■ About this exercise: Please copy every line from the following entries in which the word "dead" appears.

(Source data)
+---+
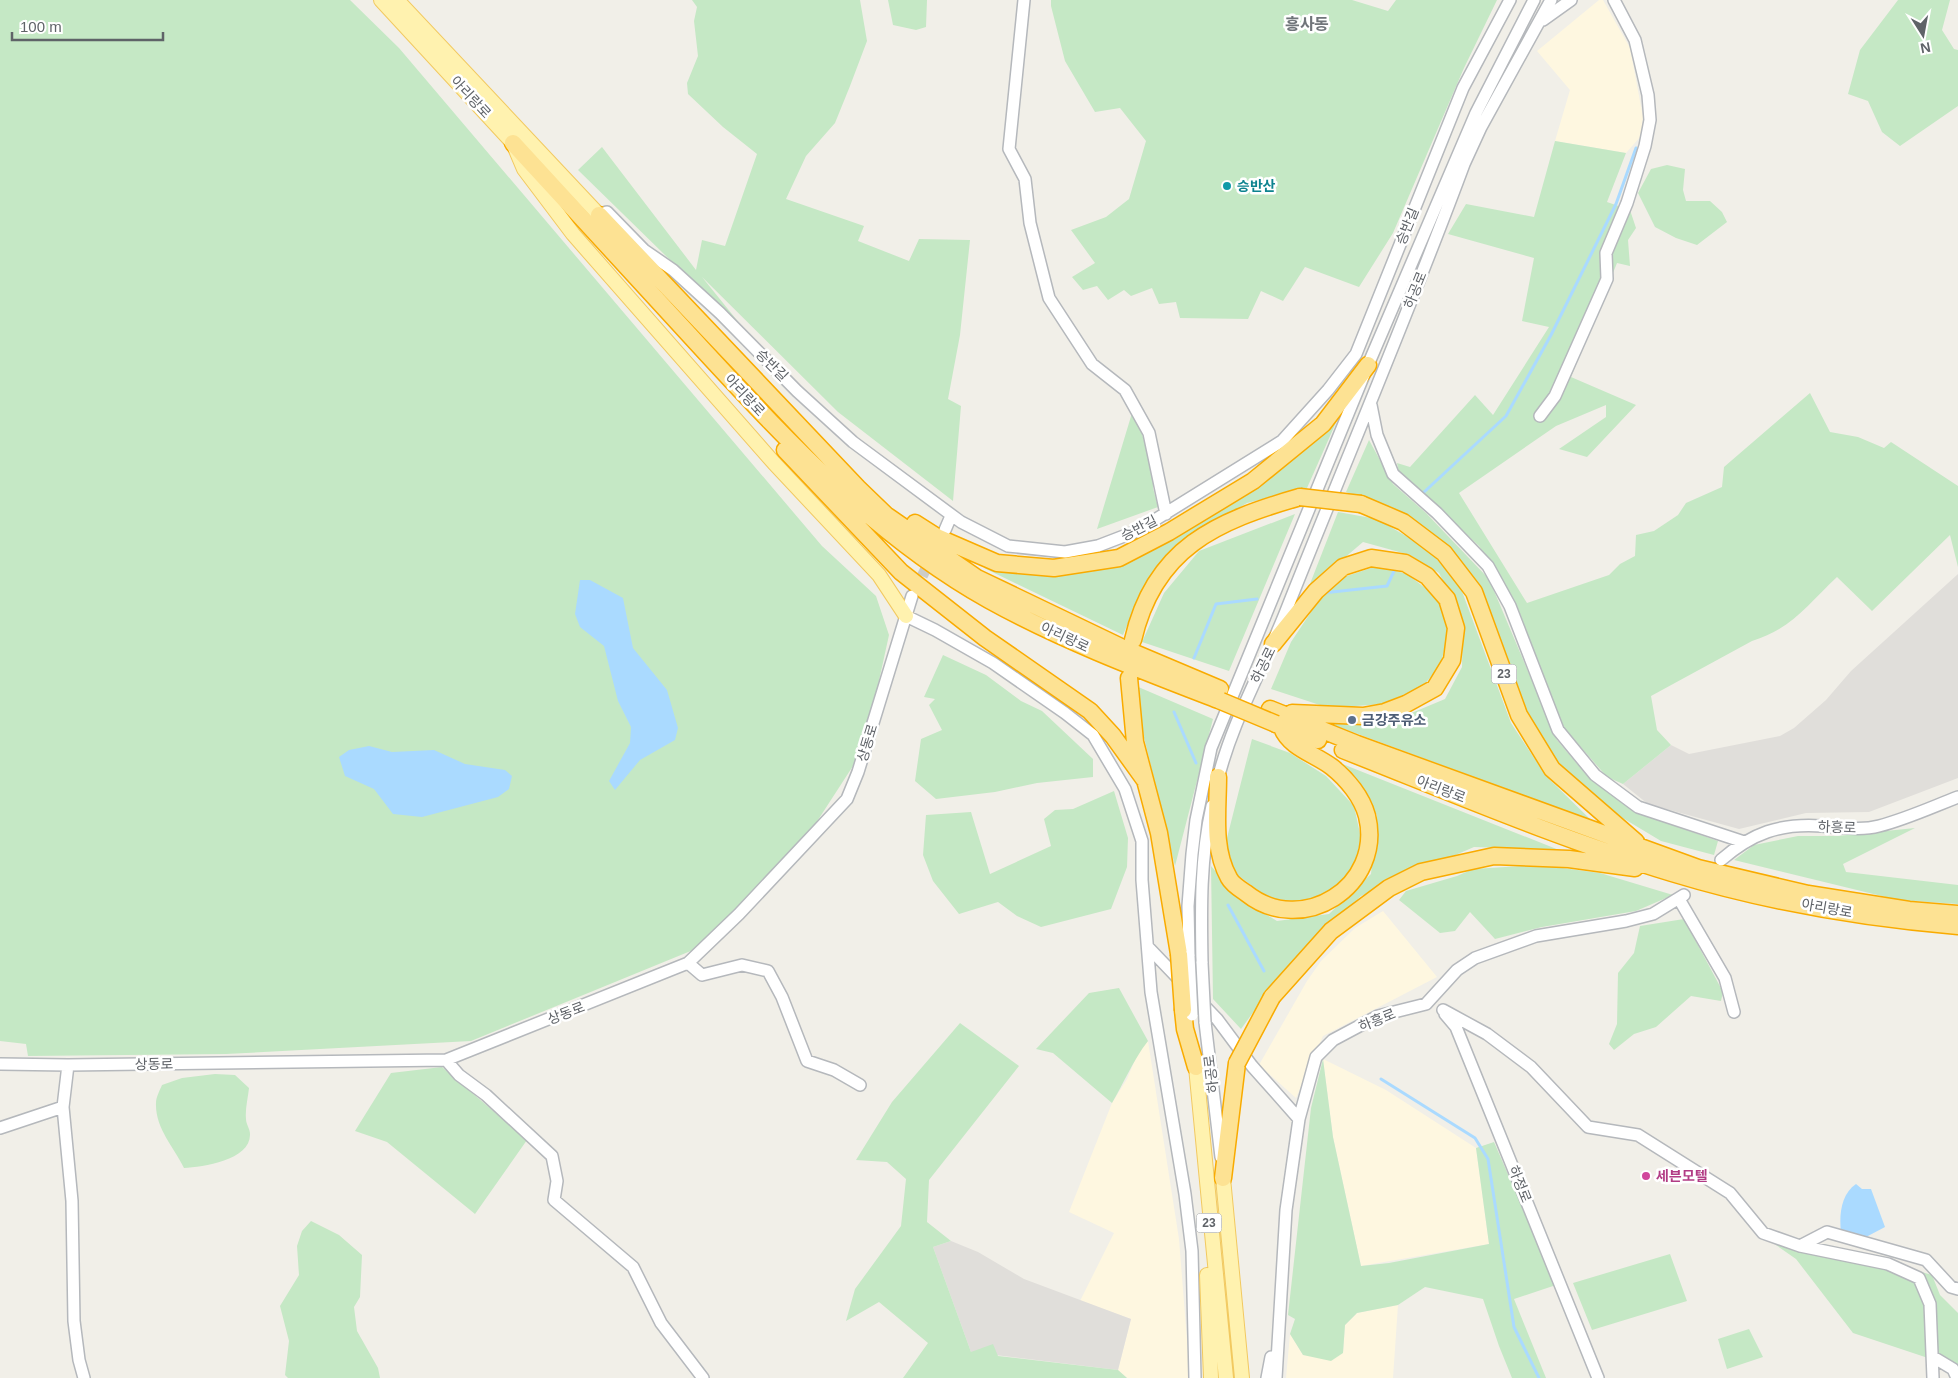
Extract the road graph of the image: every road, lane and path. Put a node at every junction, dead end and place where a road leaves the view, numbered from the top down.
1 (381, 0) edge
2 (397, 0) edge
3 (1024, 0) edge
4 (1510, 0) edge
5 (1534, 0) edge
6 (1551, 0) edge
7 (1571, 0) edge
8 (1614, 0) edge
9 (1539, 22) junction
10 (513, 142) junction
11 (599, 215) junction
12 (1368, 365) junction
13 (1371, 405) junction
14 (764, 415) junction
15 (1540, 416) dead end
16 (867, 496) junction
17 (1166, 514) junction
18 (952, 516) junction
19 (945, 530) dead end
20 (912, 596) tunnel mouth
21 (906, 616) junction
22 (1133, 640) dead end
23 (1273, 644) junction
24 (1129, 678) dead end
25 (1223, 696) junction
26 (1277, 718) junction
27 (1218, 777) junction
28 (1144, 779) junction
29 (1958, 797) edge
30 (1744, 842) junction
31 (1648, 852) junction
32 (1721, 860) dead end
33 (1672, 873) junction
34 (1958, 914) edge
35 (1958, 926) edge
36 (1148, 947) junction
37 (1184, 955) junction
38 (688, 963) junction
39 (1426, 1004) junction
40 (1443, 1010) junction
41 (1734, 1012) dead end
42 (446, 1060) junction
43 (0, 1064) edge
44 (68, 1066) junction
45 (1196, 1067) joint
46 (860, 1085) dead end
47 (63, 1107) junction
48 (1299, 1119) junction
49 (0, 1128) edge
50 (1223, 1178) junction
51 (1206, 1181) junction
52 (1800, 1246) junction
53 (1958, 1289) edge
54 (1278, 1321) junction
55 (1933, 1357) junction
56 (84, 1378) edge
57 (703, 1378) edge
58 (1195, 1378) edge
59 (1211, 1378) edge
60 (1226, 1378) edge
61 (1242, 1378) edge
62 (1267, 1378) edge
63 (1276, 1378) edge
64 (1598, 1378) edge
65 (1932, 1378) edge
66 (1957, 1378) edge

1 - 10 main road, 아리랑로
2 - 11 main road, 아리랑로
3 - 17 street
4 - 17 street, 승반길
5 - 12 street, 하공로
6 - 9 street, 하공로
7 - 9 street
8 - 15 street
9 - 13 street, 하공로
10 - 14 highway, 아리랑로
10 - 21 main road
11 - 16 highway, 아리랑로
11 - 18 street, 승반길
12 - 16 highway
12 - 37 street, 하공로
13 - 23 street, 하공로
13 - 30 street
14 - 25 highway, 아리랑로
14 - 28 highway
16 - 25 highway, 아리랑로
17 - 18 street, 승반길
18 - 19 street
20 - 21 street, 상동로
21 - 36 street
21 - 38 street, 상동로
22 - 31 highway, 23, bridge
23 - 26 highway
23 - 27 street, 하공로
24 - 28 highway, 23
25 - 26 highway, 아리랑로, bridge
26 - 27 highway
26 - 31 highway, 아리랑로
26 - 33 highway, 아리랑로
27 - 50 street, 하공로, bridge
28 - 37 highway, 23
29 - 30 street, 하흥로
30 - 32 street, 하흥로
31 - 34 highway, 아리랑로 / 23
33 - 35 highway, 아리랑로 / 23
33 - 50 highway, 23, bridge
36 - 48 street
36 - 58 street
37 - 45 highway, 23, bridge
38 - 42 street, 상동로
38 - 46 street
39 - 40 street
39 - 41 street
39 - 48 street, 하흥로
40 - 52 street
40 - 64 street, 하정로
42 - 44 street, 상동로
42 - 57 street
43 - 44 street, 상동로
44 - 47 street
45 - 51 main road, 하공로 / 23
47 - 49 street
47 - 56 street
48 - 54 street, 하흥로
50 - 61 main road, 하공로 / 23
51 - 59 main road
51 - 60 main road, 하공로 / 23
52 - 53 street
52 - 55 street
54 - 62 street
54 - 63 street
55 - 65 street
55 - 66 street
+---+
■ Task result:
Extract the road graph of the image: every road, lane and path. Put a node at every junction, dead end and place where a road leaves the view, numbered from the top down.
15 (1540, 416) dead end
19 (945, 530) dead end
22 (1133, 640) dead end
24 (1129, 678) dead end
32 (1721, 860) dead end
41 (1734, 1012) dead end
46 (860, 1085) dead end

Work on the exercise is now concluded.